De mon point de vue, les cédants ne sont pas assez conscients de ce facteur, ce qui les conduit à exiger un prix de cession trop élevé. Or, pour moi, l'une des raisons du ralentissement du nombre de cessions est précisément la sous-évaluation du reste à vivre. Je pense que si les acquéreurs sont moins enclins à reprendre un hôtel ou un restaurant, c'est qu'ils estiment qu'ils n'y gagneront pas assez par rapport au risque et à l'énergie exigés par l'exploitation d'un fonds de CHR. Autrement dit, à l'heure actuelle, l'audace entrepreneuriale du repreneur n'est pas assez rémunérée en cours d'exploitation, ce qui, sur le marché des cessions de fonds de commerce, réduit le nombre d'acquéreurs, et indirectement le nombre de transactions.
Voulez-vous dire que l'offre de cession existe mais qu'elle ne séduit pas assez la demande ?
Je veux dire que, hormis Paris qui est un cas à part, l'exploitation d'un commerce de proximité ne séduit plus. La désertification des centres-villes parle d'elle-même. Pourtant, je suis convaincu que le marché pourrait être redynamisé si les intermédiaires spécialisés en cession de fonds de commerce arrivaient à mieux le structurer. Souvenons-nous de l'enquête pas si lointaine [mars 2015] de CHR Expert publiée dans L'Hôtellerie Restauration qui faisait ressortir que 2/3 des dirigeants de CHR envisageaient de céder leur fonds ! Quand on sait que la France compte 200 000 entreprises CHR, les 5 000 mandats de vente enregistrés au sein de notre réseau ne représentent qu'une infime partie des mandats de vente que nous pourrions obtenir - même si tous les CHR ne sont pas à vendre.
Actuellement, nous vendons en moyenne 1 affaire pour 7 mandats pris à Paris, et 1 affaire pour 10 à 12 mandats pris en province. On pourrait faire mieux. Mais, la décroissance du volume de transactions a ralenti l'emprise des agents spécialisés sur ce marché.

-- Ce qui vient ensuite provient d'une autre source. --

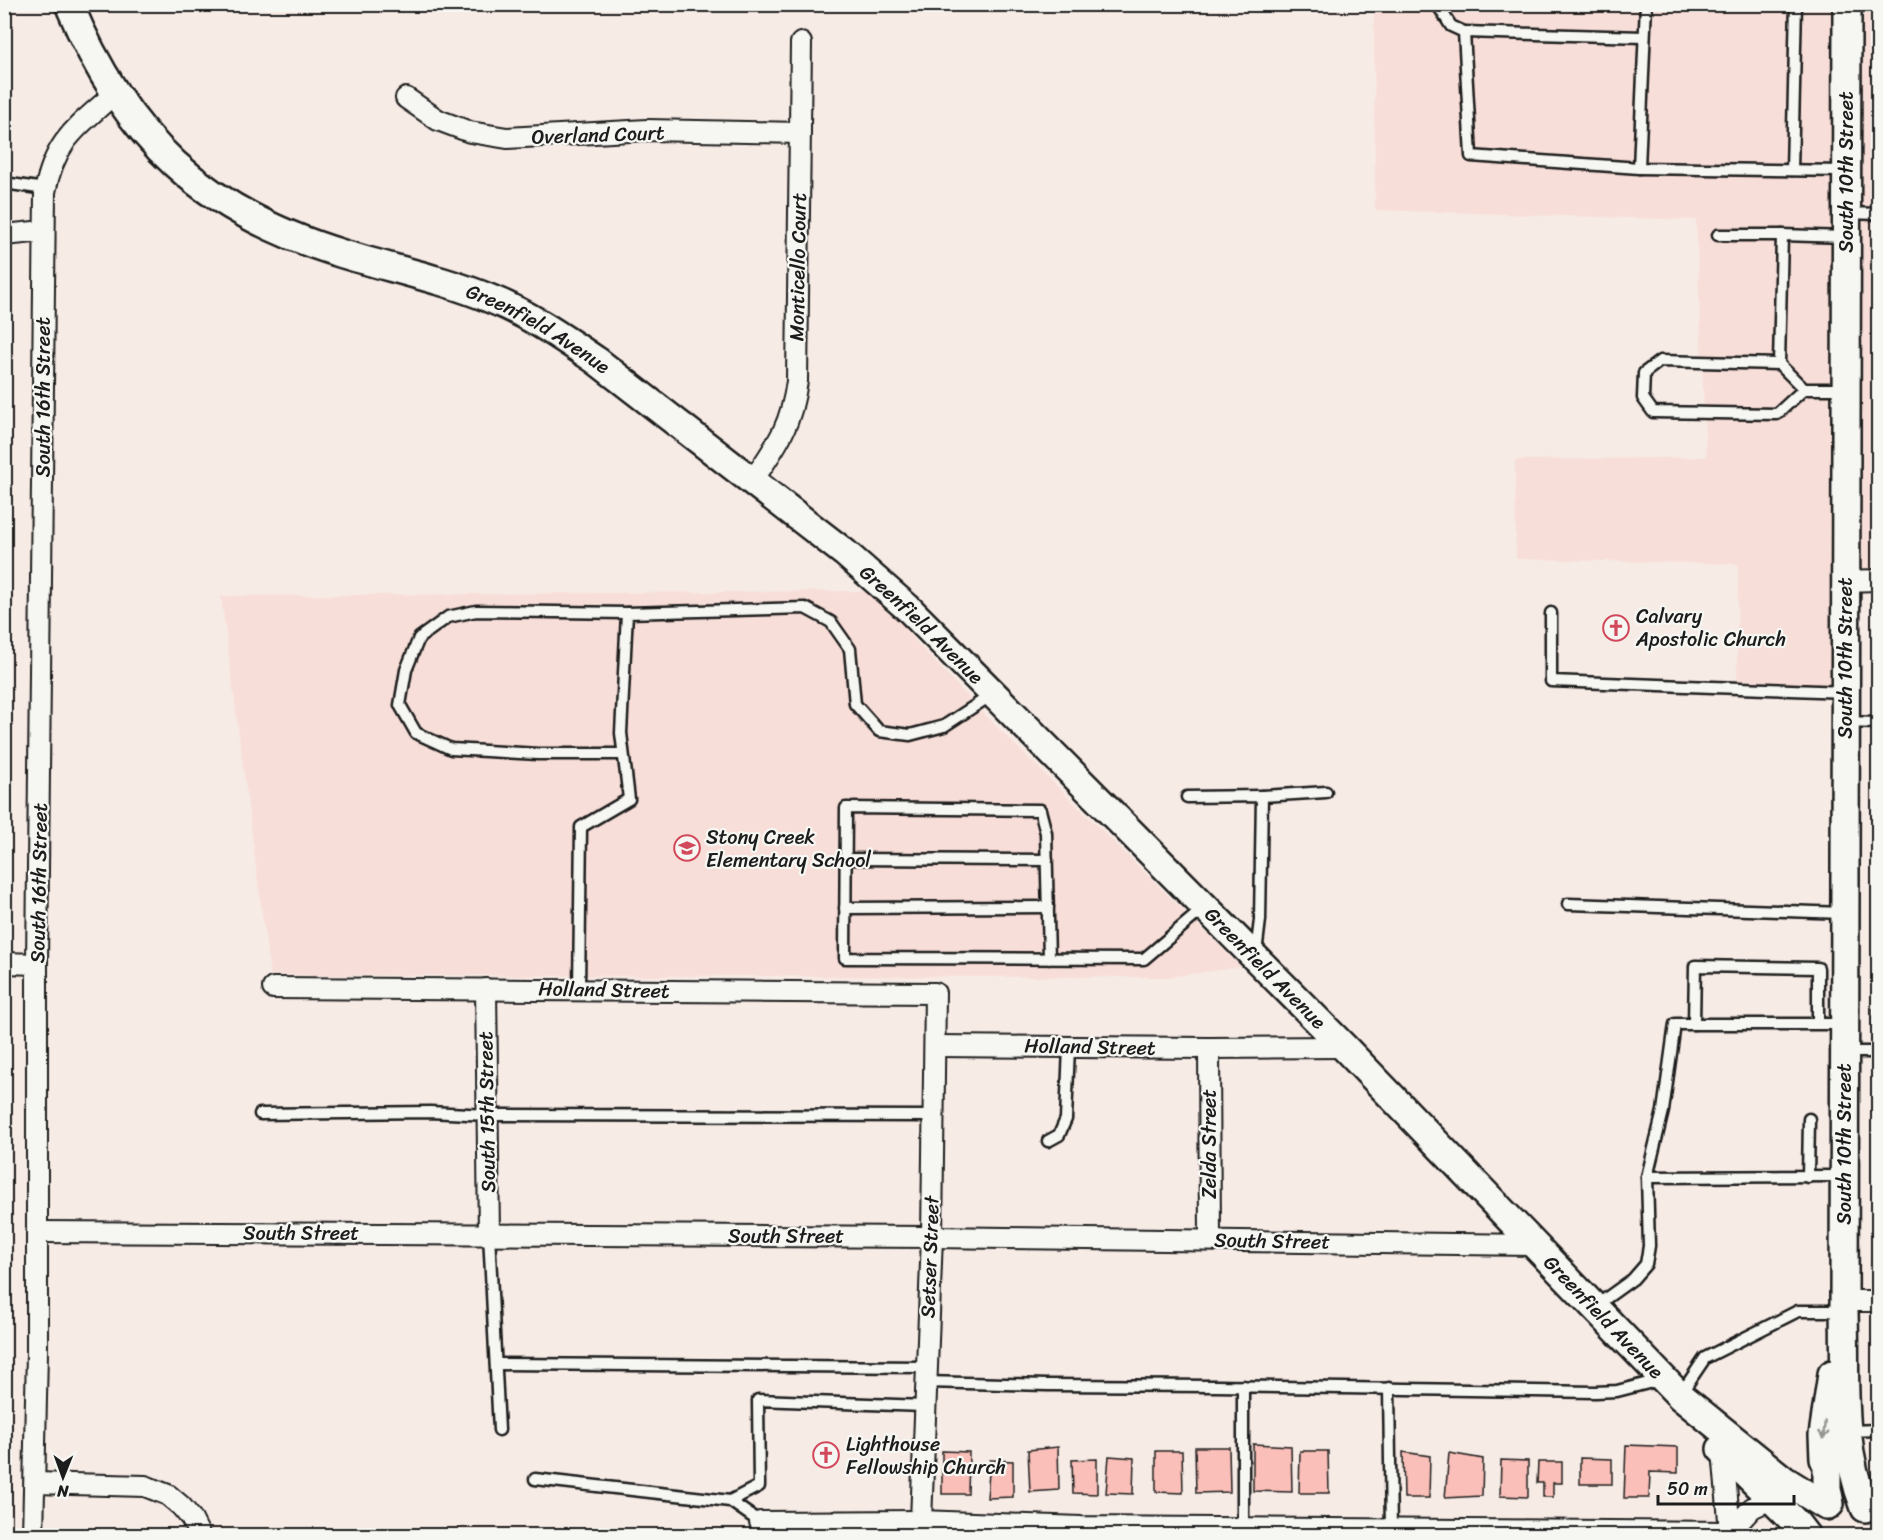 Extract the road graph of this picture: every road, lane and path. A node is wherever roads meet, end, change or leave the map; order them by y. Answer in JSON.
{"nodes":[{"id":1,"x":69,"y":4,"type":"edge"},
{"id":2,"x":1437,"y":4,"type":"edge"},
{"id":3,"x":1646,"y":4,"type":"edge"},
{"id":4,"x":1796,"y":4,"type":"edge"},
{"id":5,"x":1847,"y":4,"type":"edge"},
{"id":6,"x":1464,"y":32,"type":"junction"},
{"id":7,"x":1644,"y":37,"type":"junction"},
{"id":8,"x":801,"y":43,"type":"dead end"},
{"id":9,"x":115,"y":93,"type":"junction"},
{"id":10,"x":406,"y":98,"type":"dead end"},
{"id":11,"x":800,"y":134,"type":"junction"},
{"id":12,"x":1639,"y":168,"type":"junction"},
{"id":13,"x":1792,"y":170,"type":"junction"},
{"id":14,"x":1846,"y":171,"type":"junction"},
{"id":15,"x":4,"y":183,"type":"edge"},
{"id":16,"x":45,"y":189,"type":"junction"},
{"id":17,"x":1878,"y":214,"type":"edge"},
{"id":18,"x":1846,"y":225,"type":"junction"},
{"id":19,"x":44,"y":231,"type":"junction"},
{"id":20,"x":4,"y":235,"type":"edge"},
{"id":21,"x":1718,"y":235,"type":"dead end"},
{"id":22,"x":1782,"y":235,"type":"junction"},
{"id":23,"x":1779,"y":364,"type":"junction"},
{"id":24,"x":1804,"y":389,"type":"junction"},
{"id":25,"x":1845,"y":389,"type":"junction"},
{"id":26,"x":753,"y":480,"type":"junction"},
{"id":27,"x":1878,"y":580,"type":"edge"},
{"id":28,"x":1845,"y":581,"type":"junction"},
{"id":29,"x":627,"y":613,"type":"junction"},
{"id":30,"x":1551,"y":613,"type":"dead end"},
{"id":31,"x":1845,"y":692,"type":"junction"},
{"id":32,"x":993,"y":693,"type":"junction"},
{"id":33,"x":1845,"y":722,"type":"junction"},
{"id":34,"x":1878,"y":723,"type":"edge"},
{"id":35,"x":623,"y":754,"type":"junction"},
{"id":36,"x":1326,"y":792,"type":"dead end"},
{"id":37,"x":1262,"y":796,"type":"junction"},
{"id":38,"x":1186,"y":797,"type":"dead end"},
{"id":39,"x":846,"y":859,"type":"junction"},
{"id":40,"x":1047,"y":860,"type":"junction"},
{"id":41,"x":1568,"y":904,"type":"dead end"},
{"id":42,"x":1048,"y":907,"type":"junction"},
{"id":43,"x":1204,"y":907,"type":"junction"},
{"id":44,"x":845,"y":908,"type":"junction"},
{"id":45,"x":1844,"y":913,"type":"junction"},
{"id":46,"x":1049,"y":959,"type":"junction"},
{"id":47,"x":1255,"y":959,"type":"junction"},
{"id":48,"x":4,"y":963,"type":"edge"},
{"id":49,"x":37,"y":964,"type":"junction"},
{"id":50,"x":273,"y":988,"type":"dead end"},
{"id":51,"x":486,"y":989,"type":"junction"},
{"id":52,"x":579,"y":990,"type":"junction"},
{"id":53,"x":935,"y":993,"type":"joint"},
{"id":54,"x":1694,"y":1024,"type":"junction"},
{"id":55,"x":1831,"y":1024,"type":"junction"},
{"id":56,"x":935,"y":1046,"type":"junction"},
{"id":57,"x":1069,"y":1047,"type":"junction"},
{"id":58,"x":1344,"y":1047,"type":"junction"},
{"id":59,"x":1209,"y":1048,"type":"junction"},
{"id":60,"x":1844,"y":1052,"type":"junction"},
{"id":61,"x":1878,"y":1052,"type":"edge"},
{"id":62,"x":260,"y":1114,"type":"dead end"},
{"id":63,"x":487,"y":1115,"type":"junction"},
{"id":64,"x":934,"y":1116,"type":"junction"},
{"id":65,"x":1809,"y":1119,"type":"dead end"},
{"id":66,"x":1048,"y":1141,"type":"dead end"},
{"id":67,"x":1844,"y":1176,"type":"junction"},
{"id":68,"x":1647,"y":1177,"type":"junction"},
{"id":69,"x":1808,"y":1177,"type":"junction"},
{"id":70,"x":38,"y":1232,"type":"junction"},
{"id":71,"x":489,"y":1234,"type":"junction"},
{"id":72,"x":932,"y":1237,"type":"junction"},
{"id":73,"x":1210,"y":1240,"type":"junction"},
{"id":74,"x":1534,"y":1245,"type":"junction"},
{"id":75,"x":1878,"y":1301,"type":"edge"},
{"id":76,"x":1844,"y":1306,"type":"junction"},
{"id":77,"x":1594,"y":1307,"type":"junction"},
{"id":78,"x":496,"y":1364,"type":"junction"},
{"id":79,"x":925,"y":1374,"type":"junction"},
{"id":80,"x":1243,"y":1386,"type":"junction"},
{"id":81,"x":1389,"y":1388,"type":"junction"},
{"id":82,"x":1671,"y":1388,"type":"junction"},
{"id":83,"x":924,"y":1406,"type":"junction"},
{"id":84,"x":1878,"y":1430,"type":"edge"},
{"id":85,"x":499,"y":1431,"type":"dead end"},
{"id":86,"x":1846,"y":1431,"type":"junction"},
{"id":87,"x":1723,"y":1451,"type":"junction"},
{"id":88,"x":1824,"y":1459,"type":"junction"},
{"id":89,"x":535,"y":1479,"type":"dead end"},
{"id":90,"x":35,"y":1483,"type":"junction"},
{"id":91,"x":1777,"y":1489,"type":"junction"},
{"id":92,"x":730,"y":1501,"type":"junction"},
{"id":93,"x":1828,"y":1505,"type":"junction"},
{"id":94,"x":1874,"y":1517,"type":"edge"},
{"id":95,"x":921,"y":1521,"type":"junction"},
{"id":96,"x":760,"y":1522,"type":"joint"},
{"id":97,"x":1081,"y":1531,"type":"edge"},
{"id":98,"x":1243,"y":1532,"type":"edge"},
{"id":99,"x":1391,"y":1532,"type":"edge"},
{"id":100,"x":1730,"y":1532,"type":"junction"},
{"id":101,"x":1554,"y":1533,"type":"edge"},
{"id":102,"x":33,"y":1536,"type":"edge"},
{"id":103,"x":200,"y":1536,"type":"edge"},
{"id":104,"x":1808,"y":1536,"type":"edge"}],
"edges":[{"from":1,"to":9,"type":"main road","name":"Greenfield Avenue"},
{"from":2,"to":6,"type":"lane"},
{"from":3,"to":7,"type":"lane"},
{"from":4,"to":13,"type":"lane"},
{"from":5,"to":14,"type":"main road","name":"South 10th Street"},
{"from":6,"to":7,"type":"lane"},
{"from":6,"to":12,"type":"lane"},
{"from":7,"to":12,"type":"lane"},
{"from":8,"to":11,"type":"street","name":"Monticello Court"},
{"from":9,"to":16,"type":"street","name":"South 16th Street"},
{"from":9,"to":26,"type":"main road","name":"Greenfield Avenue"},
{"from":10,"to":11,"type":"street","name":"Overland Court"},
{"from":11,"to":26,"type":"street","name":"Monticello Court"},
{"from":12,"to":13,"type":"lane"},
{"from":13,"to":14,"type":"lane"},
{"from":14,"to":18,"type":"main road","name":"South 10th Street"},
{"from":15,"to":16,"type":"lane"},
{"from":16,"to":19,"type":"street","name":"South 16th Street"},
{"from":17,"to":18,"type":"lane"},
{"from":18,"to":22,"type":"lane"},
{"from":18,"to":25,"type":"main road","name":"South 10th Street"},
{"from":19,"to":20,"type":"street"},
{"from":19,"to":49,"type":"street","name":"South 16th Street"},
{"from":21,"to":22,"type":"lane"},
{"from":22,"to":23,"type":"lane"},
{"from":23,"to":24,"type":"lane"},
{"from":23,"to":24,"type":"lane"},
{"from":24,"to":25,"type":"lane"},
{"from":25,"to":28,"type":"main road","name":"South 10th Street"},
{"from":26,"to":32,"type":"main road","name":"Greenfield Avenue"},
{"from":27,"to":28,"type":"street"},
{"from":28,"to":31,"type":"main road","name":"South 10th Street"},
{"from":29,"to":32,"type":"lane"},
{"from":29,"to":35,"type":"lane"},
{"from":29,"to":35,"type":"lane"},
{"from":30,"to":31,"type":"lane"},
{"from":31,"to":33,"type":"main road","name":"South 10th Street"},
{"from":32,"to":43,"type":"main road","name":"Greenfield Avenue"},
{"from":33,"to":34,"type":"lane"},
{"from":33,"to":45,"type":"main road","name":"South 10th Street"},
{"from":35,"to":52,"type":"lane"},
{"from":36,"to":37,"type":"lane"},
{"from":37,"to":38,"type":"lane"},
{"from":37,"to":47,"type":"lane"},
{"from":39,"to":40,"type":"lane"},
{"from":39,"to":40,"type":"lane"},
{"from":39,"to":44,"type":"lane"},
{"from":40,"to":42,"type":"lane"},
{"from":41,"to":45,"type":"lane"},
{"from":42,"to":44,"type":"lane"},
{"from":42,"to":46,"type":"lane"},
{"from":43,"to":46,"type":"lane"},
{"from":43,"to":47,"type":"main road","name":"Greenfield Avenue"},
{"from":44,"to":46,"type":"lane"},
{"from":45,"to":55,"type":"main road","name":"South 10th Street"},
{"from":47,"to":58,"type":"main road","name":"Greenfield Avenue"},
{"from":48,"to":49,"type":"street"},
{"from":49,"to":70,"type":"street","name":"South 16th Street"},
{"from":50,"to":51,"type":"street","name":"Holland Street"},
{"from":51,"to":52,"type":"street","name":"Holland Street"},
{"from":51,"to":63,"type":"street","name":"South 15th Street"},
{"from":52,"to":53,"type":"street","name":"Holland Street"},
{"from":53,"to":56,"type":"street","name":"Setser Street"},
{"from":54,"to":55,"type":"lane"},
{"from":54,"to":55,"type":"lane"},
{"from":54,"to":68,"type":"lane"},
{"from":55,"to":60,"type":"main road","name":"South 10th Street"},
{"from":56,"to":57,"type":"street","name":"Holland Street"},
{"from":56,"to":64,"type":"street","name":"Setser Street"},
{"from":57,"to":59,"type":"street","name":"Holland Street"},
{"from":57,"to":66,"type":"lane"},
{"from":58,"to":59,"type":"street","name":"Holland Street"},
{"from":58,"to":74,"type":"main road","name":"Greenfield Avenue"},
{"from":59,"to":73,"type":"street","name":"Zelda Street"},
{"from":60,"to":61,"type":"lane"},
{"from":60,"to":67,"type":"main road","name":"South 10th Street"},
{"from":62,"to":63,"type":"lane"},
{"from":63,"to":64,"type":"lane"},
{"from":63,"to":71,"type":"street","name":"South 15th Street"},
{"from":64,"to":72,"type":"street","name":"Setser Street"},
{"from":65,"to":69,"type":"lane"},
{"from":67,"to":69,"type":"lane"},
{"from":67,"to":76,"type":"main road","name":"South 10th Street"},
{"from":68,"to":69,"type":"lane"},
{"from":68,"to":77,"type":"lane"},
{"from":70,"to":71,"type":"street","name":"South Street"},
{"from":70,"to":90,"type":"street","name":"South 16th Street"},
{"from":71,"to":72,"type":"street","name":"South Street"},
{"from":71,"to":78,"type":"lane"},
{"from":72,"to":73,"type":"street","name":"South Street"},
{"from":72,"to":79,"type":"street","name":"Setser Street"},
{"from":73,"to":74,"type":"street","name":"South Street"},
{"from":74,"to":77,"type":"main road","name":"Greenfield Avenue"},
{"from":75,"to":76,"type":"street"},
{"from":76,"to":82,"type":"lane"},
{"from":76,"to":86,"type":"main road","name":"South 10th Street"},
{"from":76,"to":88,"type":"main road","name":"South 10th Street","one_way":true},
{"from":77,"to":82,"type":"main road","name":"Greenfield Avenue"},
{"from":78,"to":79,"type":"lane"},
{"from":78,"to":85,"type":"lane"},
{"from":79,"to":80,"type":"lane"},
{"from":79,"to":83,"type":"street","name":"Setser Street"},
{"from":80,"to":81,"type":"lane"},
{"from":80,"to":98,"type":"lane"},
{"from":81,"to":82,"type":"lane"},
{"from":81,"to":99,"type":"lane"},
{"from":82,"to":87,"type":"main road","name":"Greenfield Avenue"},
{"from":82,"to":91,"type":"main road","name":"Greenfield Avenue"},
{"from":83,"to":92,"type":"lane"},
{"from":83,"to":95,"type":"street","name":"Setser Street"},
{"from":84,"to":86,"type":"lane"},
{"from":86,"to":94,"type":"main road","name":"South 10th Street"},
{"from":87,"to":91,"type":"main road","name":"Greenfield Avenue"},
{"from":87,"to":100,"type":"street"},
{"from":88,"to":91,"type":"main road"},
{"from":88,"to":93,"type":"main road","name":"South 10th Street"},
{"from":89,"to":92,"type":"lane"},
{"from":90,"to":102,"type":"street","name":"South 16th Street"},
{"from":90,"to":103,"type":"street"},
{"from":91,"to":93,"type":"main road","name":"Greenfield Avenue"},
{"from":91,"to":100,"type":"street"},
{"from":91,"to":104,"type":"main road","name":"Greenfield Avenue"},
{"from":92,"to":96,"type":"lane"},
{"from":93,"to":94,"type":"main road"},
{"from":93,"to":104,"type":"main road"},
{"from":95,"to":96,"type":"street"},
{"from":95,"to":97,"type":"street"},
{"from":97,"to":98,"type":"street"},
{"from":98,"to":99,"type":"street"},
{"from":99,"to":101,"type":"street"},
{"from":100,"to":101,"type":"street"}]}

Or, avec plus d'agences et surtout plus d'effectifs en agences, nous pourrions être plus présents et plus actifs, capter plus de mandats, leur donner plus de visibilité et donc provoquer plus de transactions. On doit prendre ce marché en main en étant plus présents et plus imaginatifs dans les solutions de commercialisation.

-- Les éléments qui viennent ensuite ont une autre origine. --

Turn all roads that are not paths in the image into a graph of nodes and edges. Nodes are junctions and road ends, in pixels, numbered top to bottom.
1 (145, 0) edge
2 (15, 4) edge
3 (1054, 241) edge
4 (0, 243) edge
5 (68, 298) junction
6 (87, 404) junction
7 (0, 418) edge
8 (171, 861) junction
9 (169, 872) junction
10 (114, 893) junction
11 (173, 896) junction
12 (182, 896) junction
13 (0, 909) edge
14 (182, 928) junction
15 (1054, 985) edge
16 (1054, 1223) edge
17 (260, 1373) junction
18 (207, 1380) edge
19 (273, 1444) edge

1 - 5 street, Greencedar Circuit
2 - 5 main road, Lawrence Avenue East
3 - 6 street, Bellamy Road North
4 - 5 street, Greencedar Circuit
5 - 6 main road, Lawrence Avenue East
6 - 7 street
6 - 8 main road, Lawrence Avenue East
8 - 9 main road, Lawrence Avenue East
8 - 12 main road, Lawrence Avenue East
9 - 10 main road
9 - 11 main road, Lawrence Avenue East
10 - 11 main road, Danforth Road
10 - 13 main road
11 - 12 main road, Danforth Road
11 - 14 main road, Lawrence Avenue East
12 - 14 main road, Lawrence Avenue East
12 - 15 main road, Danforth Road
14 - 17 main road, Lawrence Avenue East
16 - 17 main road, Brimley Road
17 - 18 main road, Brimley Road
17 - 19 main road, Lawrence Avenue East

À côté de ses 30 agences Entreprise et Commerce, Century 21 est d'abord un réseau d'agences immobilières traditionnelles. Au début de l'été, vous avez communiqué sur le bail Airbnb qui, à Paris, encadre la sous-location de courte courte durée alors que les hôteliers parisiens sont très critiques à l'égard de cette plateforme. Pour quelle raison ?

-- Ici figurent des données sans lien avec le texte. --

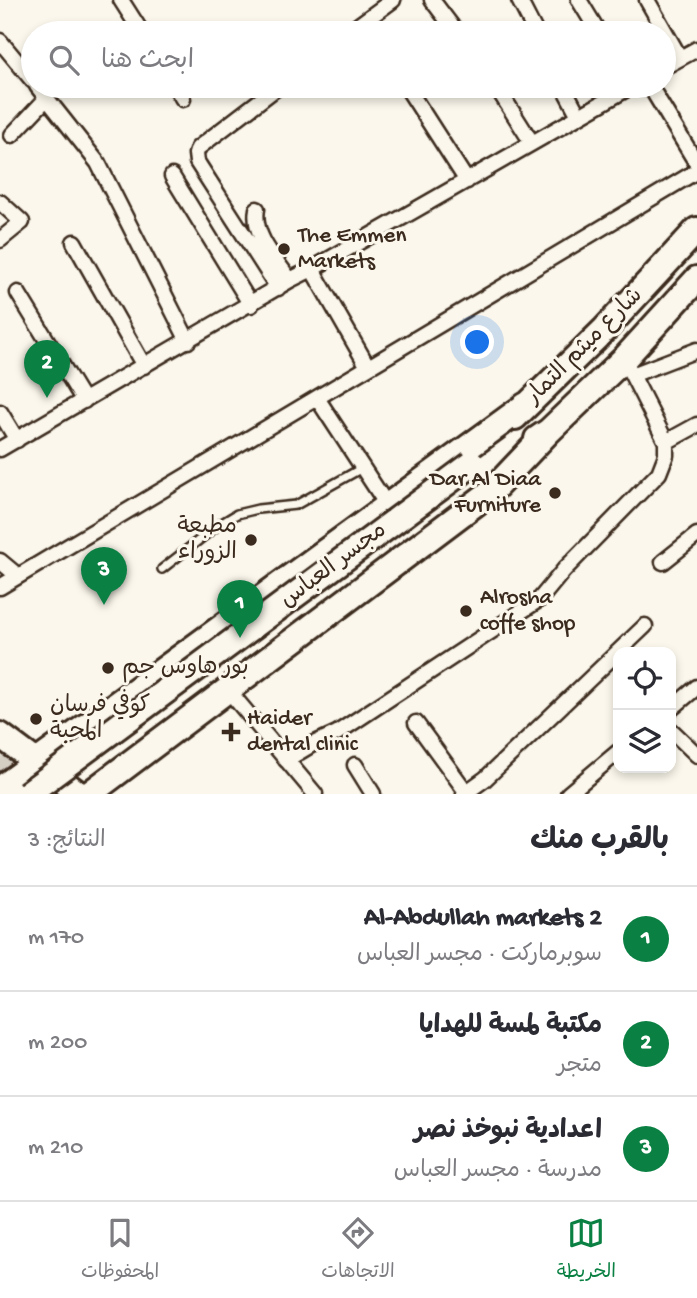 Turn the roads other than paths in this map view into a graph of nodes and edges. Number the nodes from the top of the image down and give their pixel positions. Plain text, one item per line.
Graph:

Loin de nous l'idée de nuire aux hôteliers avec ce bail. Au contraire. Ce bail permet au locataire et à Airbnb de faire légalement ce qui se faisait déjà illégalement et, de ce point de vue, assainit les relations locataire-bailleur. S'il est vrai que des hôteliers souffrent de l'explosion des locations de courte durée Airbnb, je ne crois pas que ce bail qui, encore une fois, ne fait que réguler une situation de fait, aggravera leur situation. Plus généralement, je pense que cette plateforme ne disparaîtra pas. Les hôteliers qui ont mis leur chambre d'hôtel sur Airbnb l'ont bien compris.